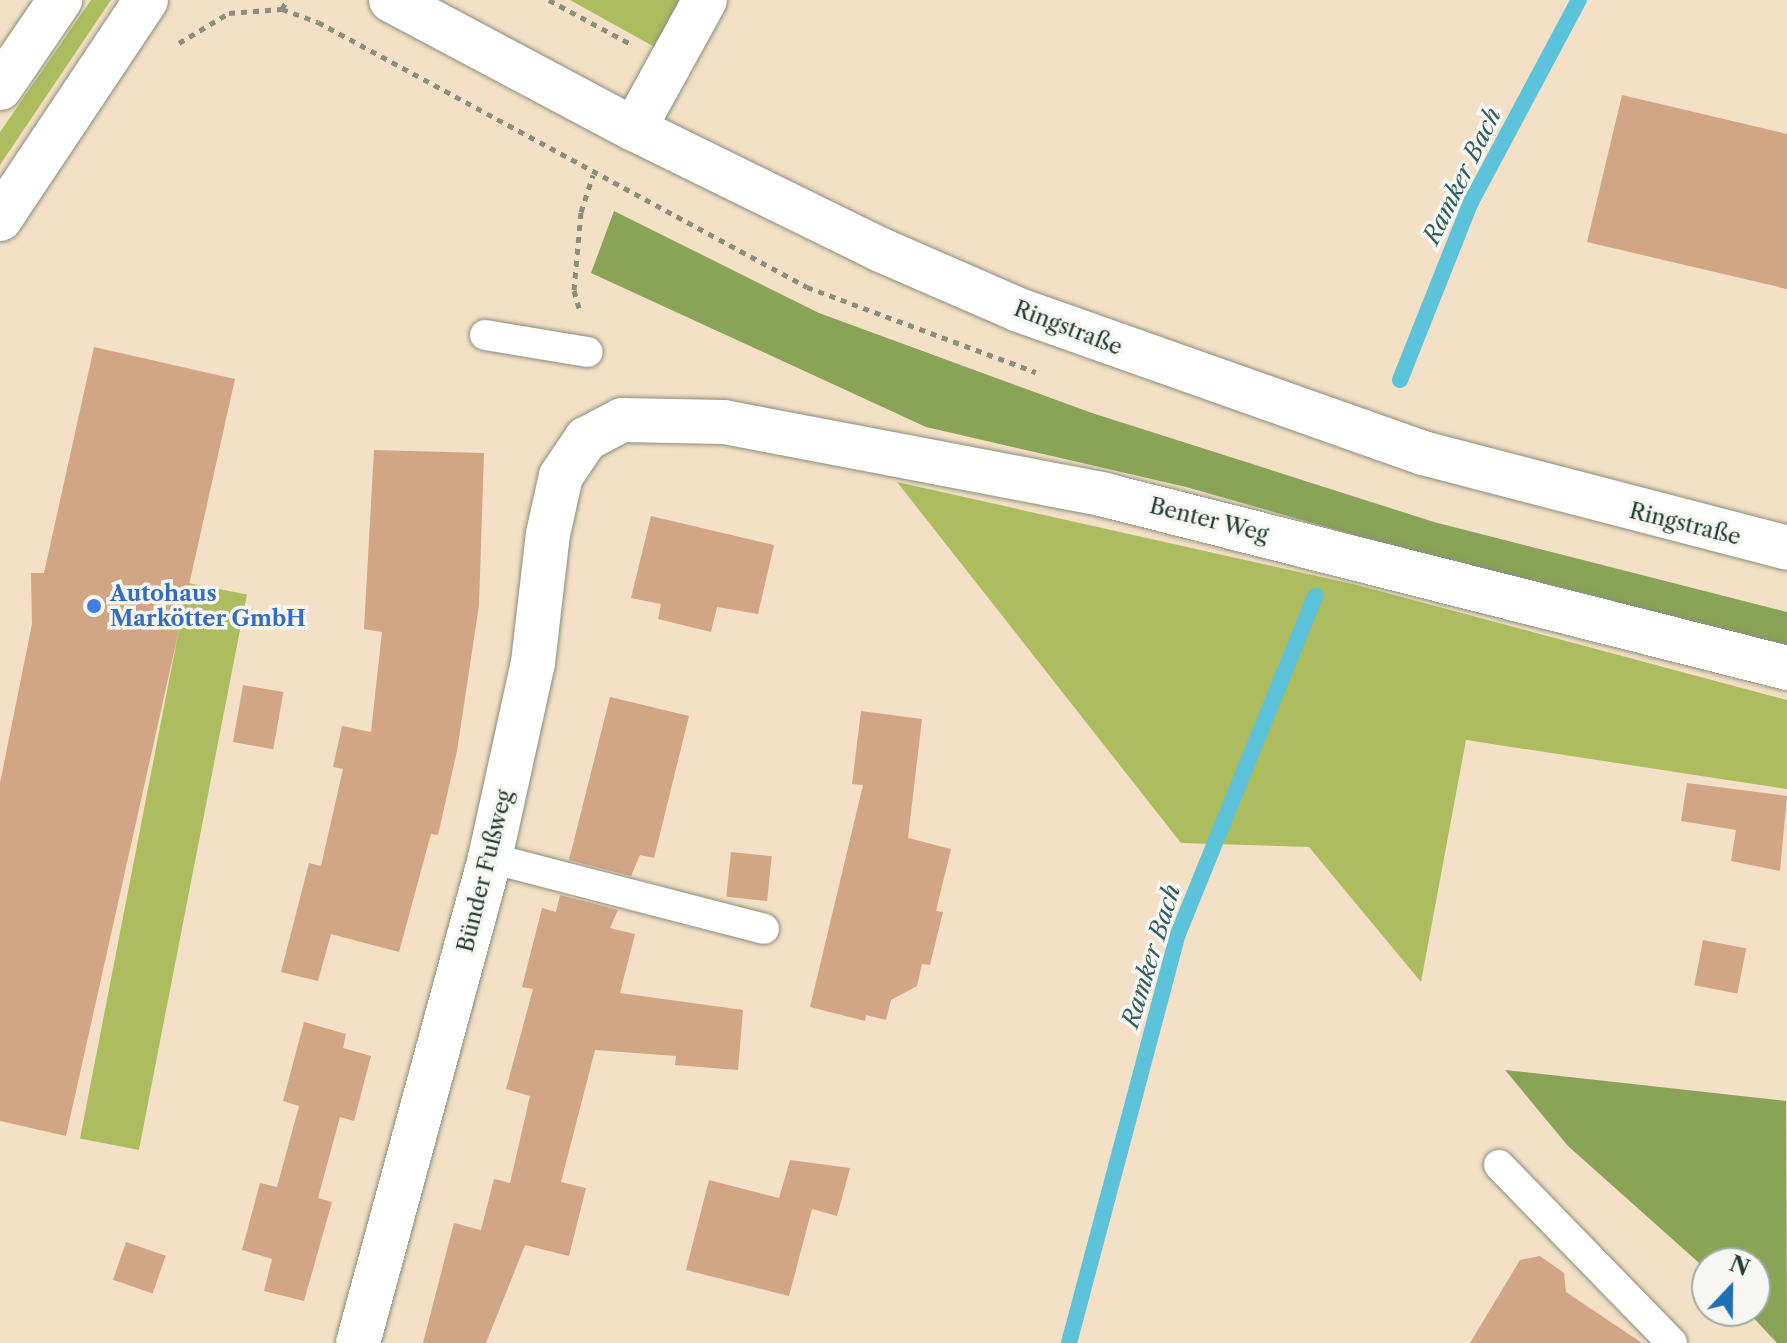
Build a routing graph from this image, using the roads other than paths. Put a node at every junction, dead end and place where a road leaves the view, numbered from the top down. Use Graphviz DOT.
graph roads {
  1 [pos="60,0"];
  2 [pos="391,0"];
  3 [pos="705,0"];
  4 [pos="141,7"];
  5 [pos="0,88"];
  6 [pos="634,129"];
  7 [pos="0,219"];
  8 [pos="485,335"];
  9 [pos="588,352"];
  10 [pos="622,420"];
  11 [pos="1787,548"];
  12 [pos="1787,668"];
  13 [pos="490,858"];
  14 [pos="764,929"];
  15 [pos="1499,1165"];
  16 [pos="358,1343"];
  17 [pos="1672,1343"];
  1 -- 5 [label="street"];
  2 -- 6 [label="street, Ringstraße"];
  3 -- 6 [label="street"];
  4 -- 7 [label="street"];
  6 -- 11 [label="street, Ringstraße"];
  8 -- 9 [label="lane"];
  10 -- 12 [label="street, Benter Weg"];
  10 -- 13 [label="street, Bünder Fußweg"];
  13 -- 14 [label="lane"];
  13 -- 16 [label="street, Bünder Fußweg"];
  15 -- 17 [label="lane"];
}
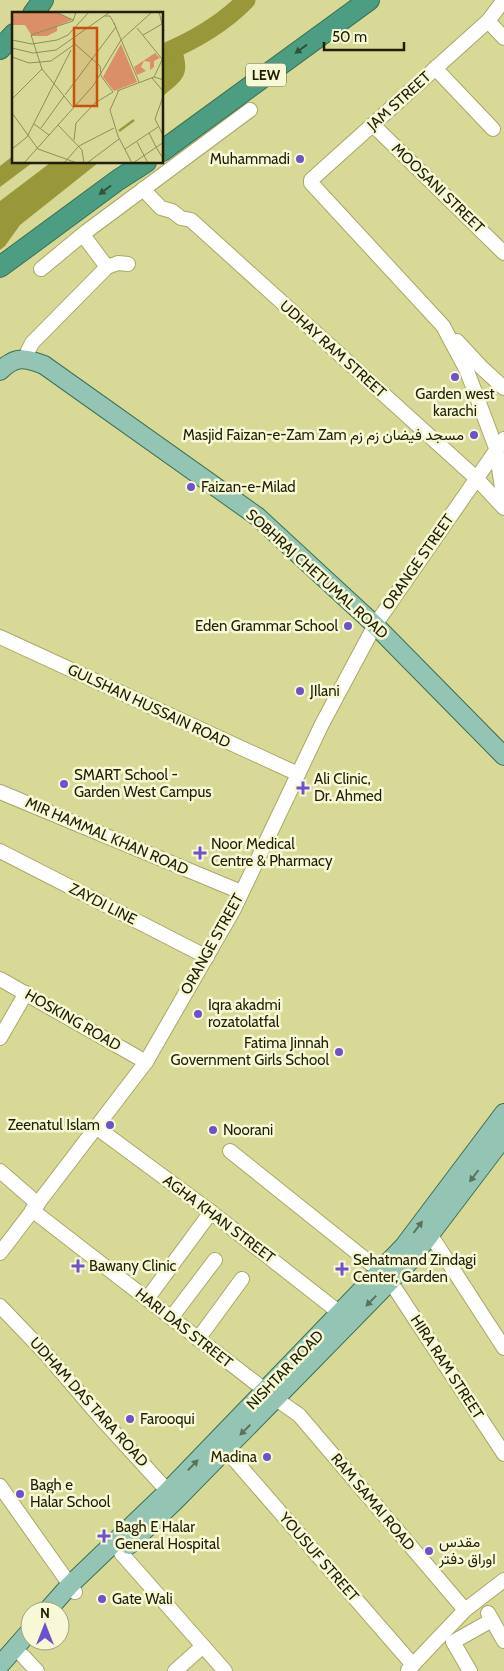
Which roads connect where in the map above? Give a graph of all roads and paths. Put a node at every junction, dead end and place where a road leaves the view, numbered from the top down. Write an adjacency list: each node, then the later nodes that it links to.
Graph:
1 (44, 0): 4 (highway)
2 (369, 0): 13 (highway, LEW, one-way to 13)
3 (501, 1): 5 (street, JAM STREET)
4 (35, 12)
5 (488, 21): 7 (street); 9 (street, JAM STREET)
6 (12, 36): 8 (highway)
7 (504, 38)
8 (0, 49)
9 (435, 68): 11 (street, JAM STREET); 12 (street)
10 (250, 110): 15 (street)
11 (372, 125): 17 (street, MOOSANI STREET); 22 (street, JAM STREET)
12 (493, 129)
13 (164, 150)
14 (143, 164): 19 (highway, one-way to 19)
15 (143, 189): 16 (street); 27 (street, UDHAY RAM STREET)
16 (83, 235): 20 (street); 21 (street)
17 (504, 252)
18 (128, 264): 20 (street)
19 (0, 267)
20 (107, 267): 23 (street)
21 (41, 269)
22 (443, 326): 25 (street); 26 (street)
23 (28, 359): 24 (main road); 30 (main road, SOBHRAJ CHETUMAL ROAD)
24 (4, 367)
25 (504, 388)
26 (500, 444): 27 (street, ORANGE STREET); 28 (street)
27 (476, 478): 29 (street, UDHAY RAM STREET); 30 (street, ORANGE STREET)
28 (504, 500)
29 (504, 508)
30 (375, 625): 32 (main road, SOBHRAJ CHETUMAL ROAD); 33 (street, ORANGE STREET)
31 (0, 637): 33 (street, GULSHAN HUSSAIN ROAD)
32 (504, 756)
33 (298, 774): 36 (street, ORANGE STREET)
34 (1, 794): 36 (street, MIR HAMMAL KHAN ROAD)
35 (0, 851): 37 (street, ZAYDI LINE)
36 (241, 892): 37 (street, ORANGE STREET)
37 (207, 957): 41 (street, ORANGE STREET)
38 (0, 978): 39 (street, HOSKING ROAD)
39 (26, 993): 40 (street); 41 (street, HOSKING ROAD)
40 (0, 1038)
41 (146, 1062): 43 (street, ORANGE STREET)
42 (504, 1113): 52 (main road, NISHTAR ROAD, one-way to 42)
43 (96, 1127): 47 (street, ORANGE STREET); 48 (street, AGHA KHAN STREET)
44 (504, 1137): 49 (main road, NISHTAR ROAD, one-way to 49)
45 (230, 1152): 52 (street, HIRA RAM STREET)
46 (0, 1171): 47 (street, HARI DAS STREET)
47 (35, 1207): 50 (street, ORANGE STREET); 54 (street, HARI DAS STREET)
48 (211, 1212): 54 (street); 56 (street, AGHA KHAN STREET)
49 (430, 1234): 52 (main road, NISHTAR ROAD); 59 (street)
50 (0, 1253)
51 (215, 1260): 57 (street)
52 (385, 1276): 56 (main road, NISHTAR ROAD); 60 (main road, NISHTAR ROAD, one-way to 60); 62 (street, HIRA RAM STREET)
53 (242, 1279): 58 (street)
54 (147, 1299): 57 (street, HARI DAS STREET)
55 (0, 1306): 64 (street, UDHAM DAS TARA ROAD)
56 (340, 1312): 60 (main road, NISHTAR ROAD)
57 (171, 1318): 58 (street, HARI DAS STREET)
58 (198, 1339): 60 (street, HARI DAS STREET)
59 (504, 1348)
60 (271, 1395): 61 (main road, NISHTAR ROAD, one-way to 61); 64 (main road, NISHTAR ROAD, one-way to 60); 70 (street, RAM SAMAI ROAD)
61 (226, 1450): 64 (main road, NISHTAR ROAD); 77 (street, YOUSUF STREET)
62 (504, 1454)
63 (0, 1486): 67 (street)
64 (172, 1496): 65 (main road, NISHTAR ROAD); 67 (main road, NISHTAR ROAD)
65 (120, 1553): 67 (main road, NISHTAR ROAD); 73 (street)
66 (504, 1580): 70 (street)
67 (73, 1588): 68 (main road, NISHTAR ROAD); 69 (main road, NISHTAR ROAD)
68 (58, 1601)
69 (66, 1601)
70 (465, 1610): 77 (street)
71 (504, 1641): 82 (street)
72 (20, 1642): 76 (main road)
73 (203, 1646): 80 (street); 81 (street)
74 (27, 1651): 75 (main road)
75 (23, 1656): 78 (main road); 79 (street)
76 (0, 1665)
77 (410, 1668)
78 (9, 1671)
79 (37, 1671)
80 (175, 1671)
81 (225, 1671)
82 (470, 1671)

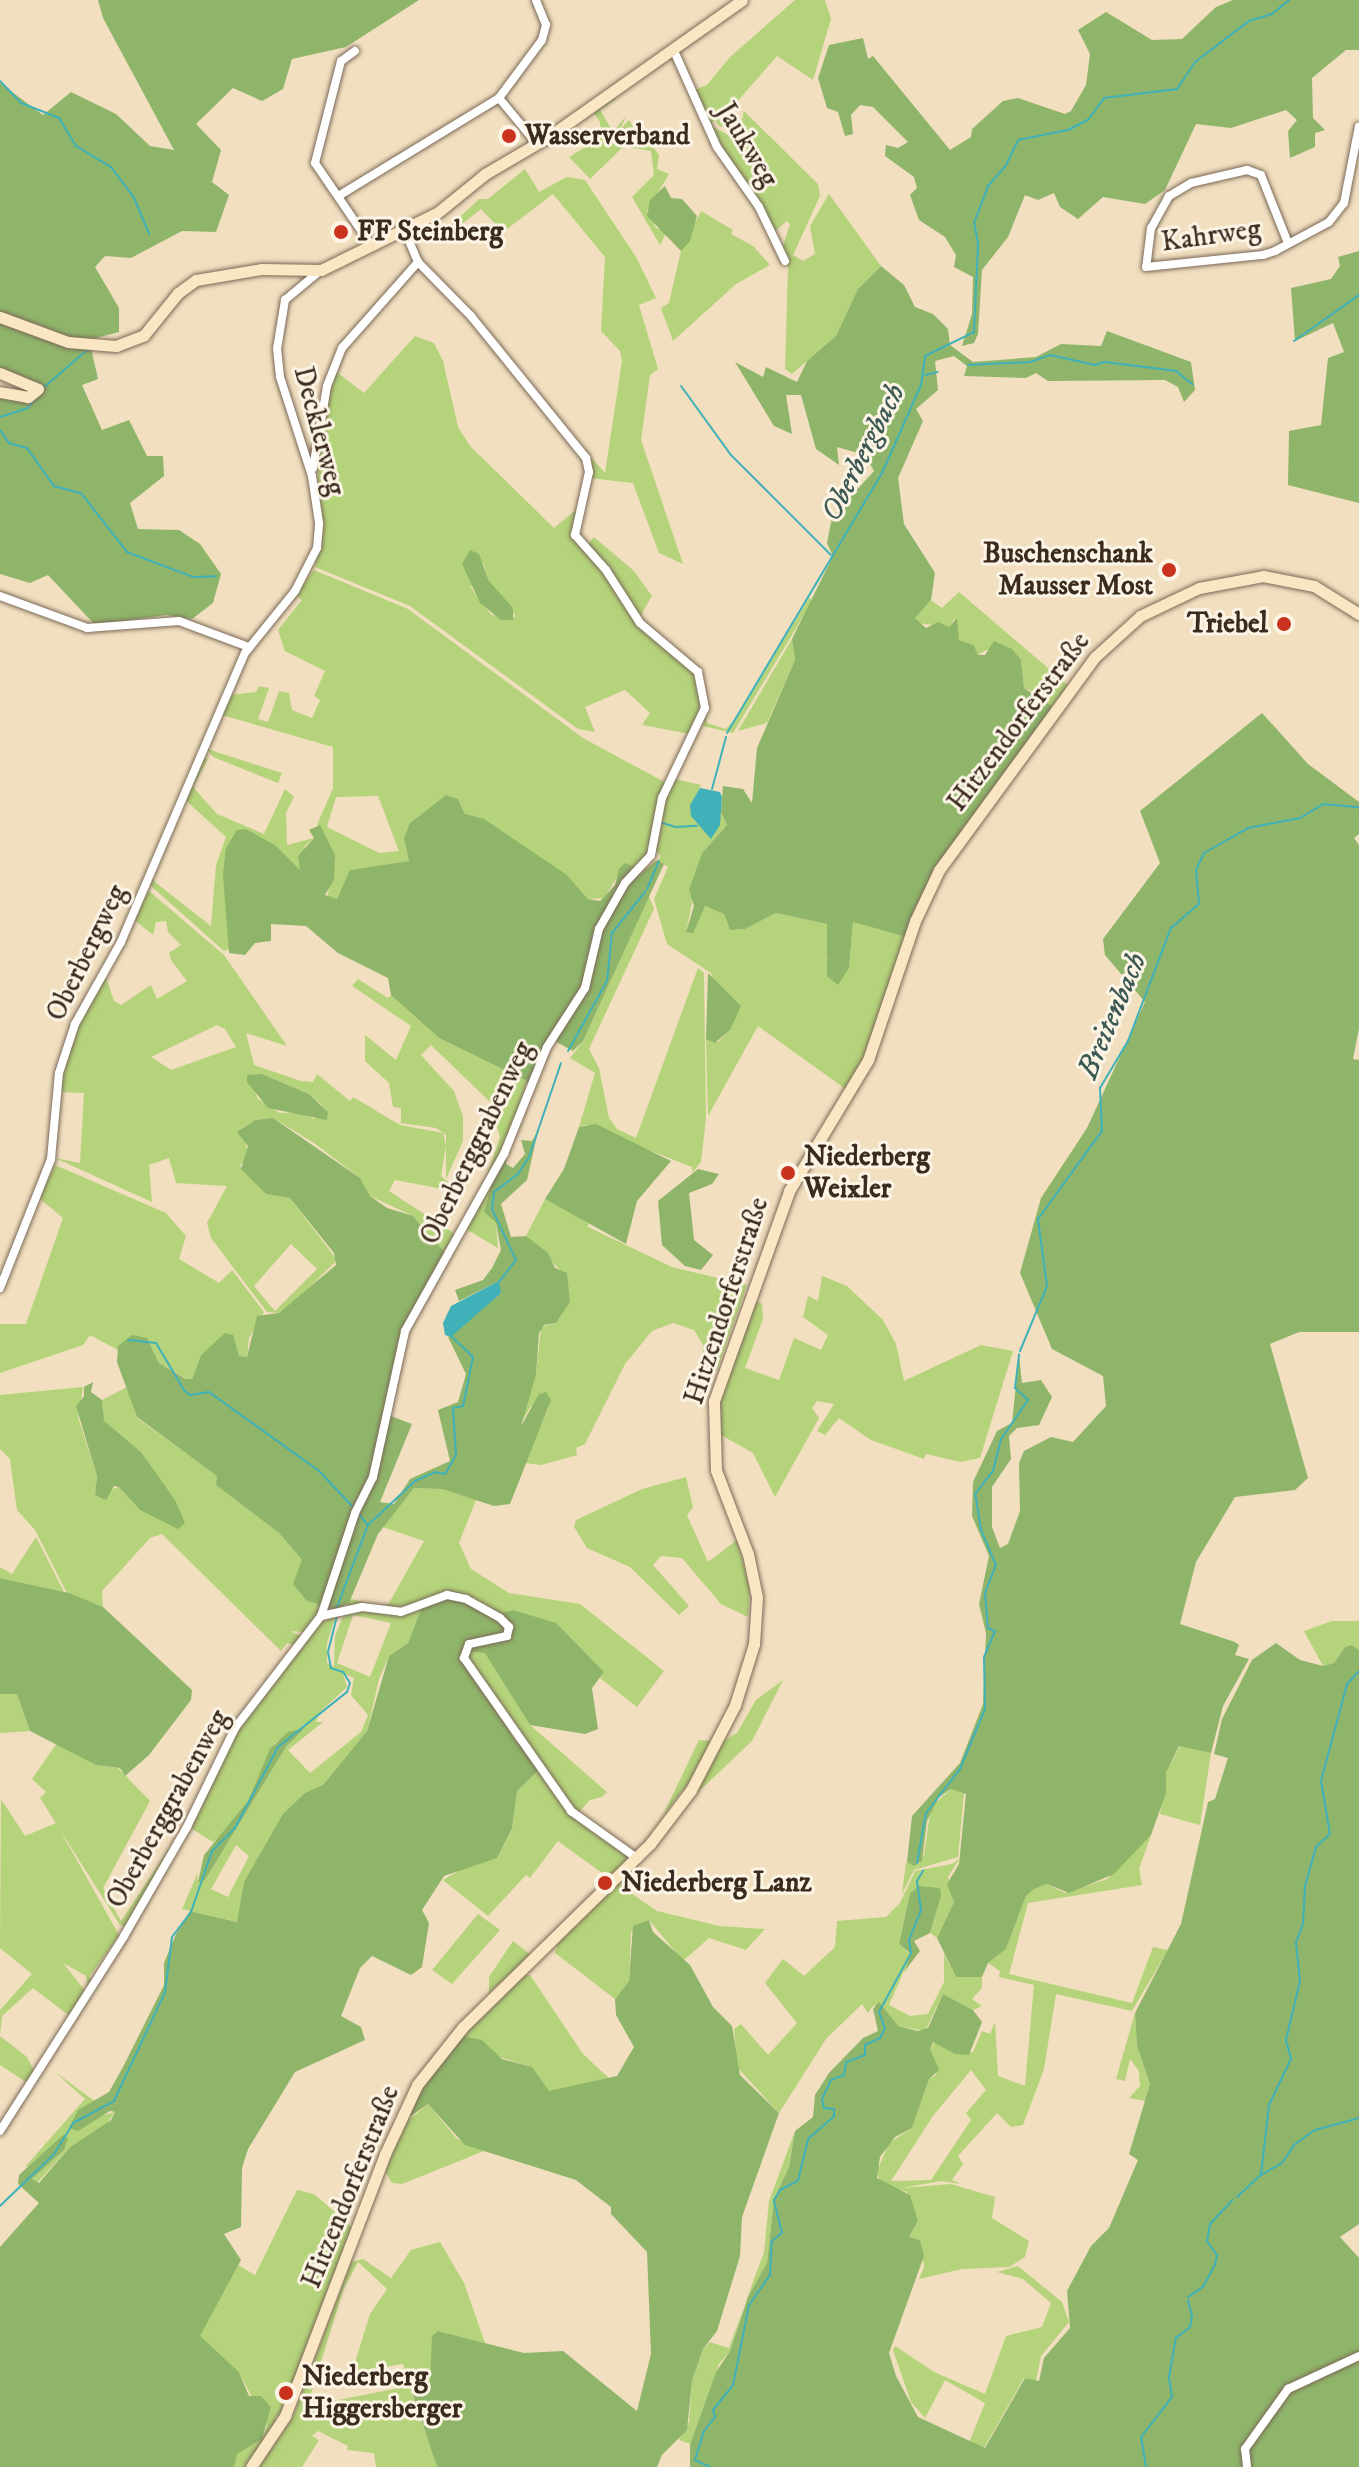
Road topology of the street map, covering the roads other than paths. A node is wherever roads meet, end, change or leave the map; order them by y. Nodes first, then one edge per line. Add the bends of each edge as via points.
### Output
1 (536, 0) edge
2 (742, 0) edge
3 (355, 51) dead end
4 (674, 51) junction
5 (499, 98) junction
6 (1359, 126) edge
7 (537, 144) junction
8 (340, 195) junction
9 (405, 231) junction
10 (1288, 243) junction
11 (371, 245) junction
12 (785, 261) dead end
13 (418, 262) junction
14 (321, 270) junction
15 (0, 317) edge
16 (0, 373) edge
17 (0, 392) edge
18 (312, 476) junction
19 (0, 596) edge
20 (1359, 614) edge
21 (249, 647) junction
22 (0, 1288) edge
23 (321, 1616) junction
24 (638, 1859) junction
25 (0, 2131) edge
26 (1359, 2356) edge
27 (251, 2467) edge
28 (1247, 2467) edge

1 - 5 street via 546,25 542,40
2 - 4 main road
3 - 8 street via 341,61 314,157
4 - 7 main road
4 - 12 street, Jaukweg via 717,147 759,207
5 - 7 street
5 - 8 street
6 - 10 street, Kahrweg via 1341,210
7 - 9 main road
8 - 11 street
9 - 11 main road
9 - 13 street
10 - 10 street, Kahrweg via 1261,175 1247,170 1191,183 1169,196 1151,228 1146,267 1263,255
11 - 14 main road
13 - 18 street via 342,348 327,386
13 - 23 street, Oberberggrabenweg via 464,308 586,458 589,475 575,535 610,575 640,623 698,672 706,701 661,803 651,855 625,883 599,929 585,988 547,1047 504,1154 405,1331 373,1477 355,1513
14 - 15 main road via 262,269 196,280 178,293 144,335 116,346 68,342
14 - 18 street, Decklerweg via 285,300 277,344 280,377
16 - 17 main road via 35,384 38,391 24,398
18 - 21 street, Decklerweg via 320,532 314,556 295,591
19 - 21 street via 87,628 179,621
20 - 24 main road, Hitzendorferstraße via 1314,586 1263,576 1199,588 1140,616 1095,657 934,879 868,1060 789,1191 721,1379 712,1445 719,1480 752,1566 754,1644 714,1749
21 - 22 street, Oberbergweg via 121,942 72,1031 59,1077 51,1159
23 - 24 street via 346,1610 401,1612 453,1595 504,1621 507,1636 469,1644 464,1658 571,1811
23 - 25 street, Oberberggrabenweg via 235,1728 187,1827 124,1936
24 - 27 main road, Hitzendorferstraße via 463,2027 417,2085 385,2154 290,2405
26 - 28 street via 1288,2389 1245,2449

....................

## Exercise directions
Repeat the exact lines from the first line of the data through the line containing "Which roads connect". Nothing else, no pictures.

## Exercise response
Build a routing graph from this image, using the roads other than paths. Put a node at every junction, dead end and place where a road leaves the view, numbered from the top down. Use Graphviz DOT.
graph roads {
  1 [pos="60,0"];
  2 [pos="391,0"];
  3 [pos="705,0"];
  4 [pos="141,7"];
  5 [pos="0,88"];
  6 [pos="634,129"];
  7 [pos="0,219"];
  8 [pos="485,335"];
  9 [pos="588,352"];
  10 [pos="622,420"];
  11 [pos="1787,548"];
  12 [pos="1787,668"];
  13 [pos="490,858"];
  14 [pos="764,929"];
  15 [pos="1499,1165"];
  16 [pos="358,1343"];
  17 [pos="1672,1343"];
  1 -- 5 [label="street"];
  2 -- 6 [label="street, Ringstraße"];
  3 -- 6 [label="street"];
  4 -- 7 [label="street"];
  6 -- 11 [label="street, Ringstraße"];
  8 -- 9 [label="lane"];
  10 -- 12 [label="street, Benter Weg"];
  10 -- 13 [label="street, Bünder Fußweg"];
  13 -- 14 [label="lane"];
  13 -- 16 [label="street, Bünder Fußweg"];
  15 -- 17 [label="lane"];
}
Which roads connect where in the map above? Give a graph of all roads and paths. Put a node at every junction, dead end and place where a road leaves the view, numbered from the top down. Write an adjacency list: each node, then the later nodes that it links to.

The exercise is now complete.